- Entries provided:
____________

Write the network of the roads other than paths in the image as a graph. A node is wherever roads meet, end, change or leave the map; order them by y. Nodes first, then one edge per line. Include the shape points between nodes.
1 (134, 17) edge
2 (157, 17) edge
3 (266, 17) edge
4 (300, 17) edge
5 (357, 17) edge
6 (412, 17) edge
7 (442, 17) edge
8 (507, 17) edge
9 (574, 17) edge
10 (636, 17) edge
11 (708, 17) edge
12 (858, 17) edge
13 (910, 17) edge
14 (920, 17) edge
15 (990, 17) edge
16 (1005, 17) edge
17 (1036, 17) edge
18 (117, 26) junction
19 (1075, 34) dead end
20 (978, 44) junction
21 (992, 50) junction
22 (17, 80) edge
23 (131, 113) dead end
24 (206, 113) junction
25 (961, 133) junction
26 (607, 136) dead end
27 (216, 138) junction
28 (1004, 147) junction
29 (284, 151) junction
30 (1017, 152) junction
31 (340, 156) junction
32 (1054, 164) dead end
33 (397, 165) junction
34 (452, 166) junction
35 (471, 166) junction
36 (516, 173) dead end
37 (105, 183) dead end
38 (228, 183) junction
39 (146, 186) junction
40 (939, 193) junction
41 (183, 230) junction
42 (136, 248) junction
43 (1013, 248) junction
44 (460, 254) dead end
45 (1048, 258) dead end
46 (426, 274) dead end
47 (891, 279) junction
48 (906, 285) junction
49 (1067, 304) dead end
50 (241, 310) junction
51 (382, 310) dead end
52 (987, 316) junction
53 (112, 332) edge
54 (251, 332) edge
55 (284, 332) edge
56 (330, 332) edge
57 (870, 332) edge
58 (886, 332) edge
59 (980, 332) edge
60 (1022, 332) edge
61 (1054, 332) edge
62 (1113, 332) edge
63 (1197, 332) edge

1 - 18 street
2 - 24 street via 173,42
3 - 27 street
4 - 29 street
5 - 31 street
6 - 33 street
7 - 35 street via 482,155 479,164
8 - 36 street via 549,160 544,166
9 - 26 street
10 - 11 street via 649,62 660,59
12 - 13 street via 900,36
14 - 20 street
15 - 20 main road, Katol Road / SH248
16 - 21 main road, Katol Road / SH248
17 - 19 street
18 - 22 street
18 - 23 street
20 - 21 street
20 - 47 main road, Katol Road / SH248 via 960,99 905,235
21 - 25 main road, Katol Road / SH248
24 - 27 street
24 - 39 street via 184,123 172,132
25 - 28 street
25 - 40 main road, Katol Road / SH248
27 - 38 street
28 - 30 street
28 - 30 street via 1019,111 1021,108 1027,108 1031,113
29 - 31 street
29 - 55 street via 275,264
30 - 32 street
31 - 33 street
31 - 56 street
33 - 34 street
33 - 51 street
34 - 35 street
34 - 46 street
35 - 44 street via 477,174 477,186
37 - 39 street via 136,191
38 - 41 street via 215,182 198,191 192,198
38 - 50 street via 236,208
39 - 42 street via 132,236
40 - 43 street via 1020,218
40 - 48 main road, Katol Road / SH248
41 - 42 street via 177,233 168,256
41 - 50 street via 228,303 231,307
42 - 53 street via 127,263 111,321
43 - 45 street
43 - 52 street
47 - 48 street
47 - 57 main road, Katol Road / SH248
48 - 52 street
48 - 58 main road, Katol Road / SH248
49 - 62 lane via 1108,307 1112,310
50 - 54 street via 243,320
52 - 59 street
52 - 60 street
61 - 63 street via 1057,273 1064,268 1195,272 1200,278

____________

- Task directions: In full and without changes, repeat the listing.

- Solution below:
Write the network of the roads other than paths in the image as a graph. A node is wherever roads meet, end, change or leave the map; order them by y. Nodes first, then one edge per line. Include the shape points between nodes.
1 (134, 17) edge
2 (157, 17) edge
3 (266, 17) edge
4 (300, 17) edge
5 (357, 17) edge
6 (412, 17) edge
7 (442, 17) edge
8 (507, 17) edge
9 (574, 17) edge
10 (636, 17) edge
11 (708, 17) edge
12 (858, 17) edge
13 (910, 17) edge
14 (920, 17) edge
15 (990, 17) edge
16 (1005, 17) edge
17 (1036, 17) edge
18 (117, 26) junction
19 (1075, 34) dead end
20 (978, 44) junction
21 (992, 50) junction
22 (17, 80) edge
23 (131, 113) dead end
24 (206, 113) junction
25 (961, 133) junction
26 (607, 136) dead end
27 (216, 138) junction
28 (1004, 147) junction
29 (284, 151) junction
30 (1017, 152) junction
31 (340, 156) junction
32 (1054, 164) dead end
33 (397, 165) junction
34 (452, 166) junction
35 (471, 166) junction
36 (516, 173) dead end
37 (105, 183) dead end
38 (228, 183) junction
39 (146, 186) junction
40 (939, 193) junction
41 (183, 230) junction
42 (136, 248) junction
43 (1013, 248) junction
44 (460, 254) dead end
45 (1048, 258) dead end
46 (426, 274) dead end
47 (891, 279) junction
48 (906, 285) junction
49 (1067, 304) dead end
50 (241, 310) junction
51 (382, 310) dead end
52 (987, 316) junction
53 (112, 332) edge
54 (251, 332) edge
55 (284, 332) edge
56 (330, 332) edge
57 (870, 332) edge
58 (886, 332) edge
59 (980, 332) edge
60 (1022, 332) edge
61 (1054, 332) edge
62 (1113, 332) edge
63 (1197, 332) edge

1 - 18 street
2 - 24 street via 173,42
3 - 27 street
4 - 29 street
5 - 31 street
6 - 33 street
7 - 35 street via 482,155 479,164
8 - 36 street via 549,160 544,166
9 - 26 street
10 - 11 street via 649,62 660,59
12 - 13 street via 900,36
14 - 20 street
15 - 20 main road, Katol Road / SH248
16 - 21 main road, Katol Road / SH248
17 - 19 street
18 - 22 street
18 - 23 street
20 - 21 street
20 - 47 main road, Katol Road / SH248 via 960,99 905,235
21 - 25 main road, Katol Road / SH248
24 - 27 street
24 - 39 street via 184,123 172,132
25 - 28 street
25 - 40 main road, Katol Road / SH248
27 - 38 street
28 - 30 street
28 - 30 street via 1019,111 1021,108 1027,108 1031,113
29 - 31 street
29 - 55 street via 275,264
30 - 32 street
31 - 33 street
31 - 56 street
33 - 34 street
33 - 51 street
34 - 35 street
34 - 46 street
35 - 44 street via 477,174 477,186
37 - 39 street via 136,191
38 - 41 street via 215,182 198,191 192,198
38 - 50 street via 236,208
39 - 42 street via 132,236
40 - 43 street via 1020,218
40 - 48 main road, Katol Road / SH248
41 - 42 street via 177,233 168,256
41 - 50 street via 228,303 231,307
42 - 53 street via 127,263 111,321
43 - 45 street
43 - 52 street
47 - 48 street
47 - 57 main road, Katol Road / SH248
48 - 52 street
48 - 58 main road, Katol Road / SH248
49 - 62 lane via 1108,307 1112,310
50 - 54 street via 243,320
52 - 59 street
52 - 60 street
61 - 63 street via 1057,273 1064,268 1195,272 1200,278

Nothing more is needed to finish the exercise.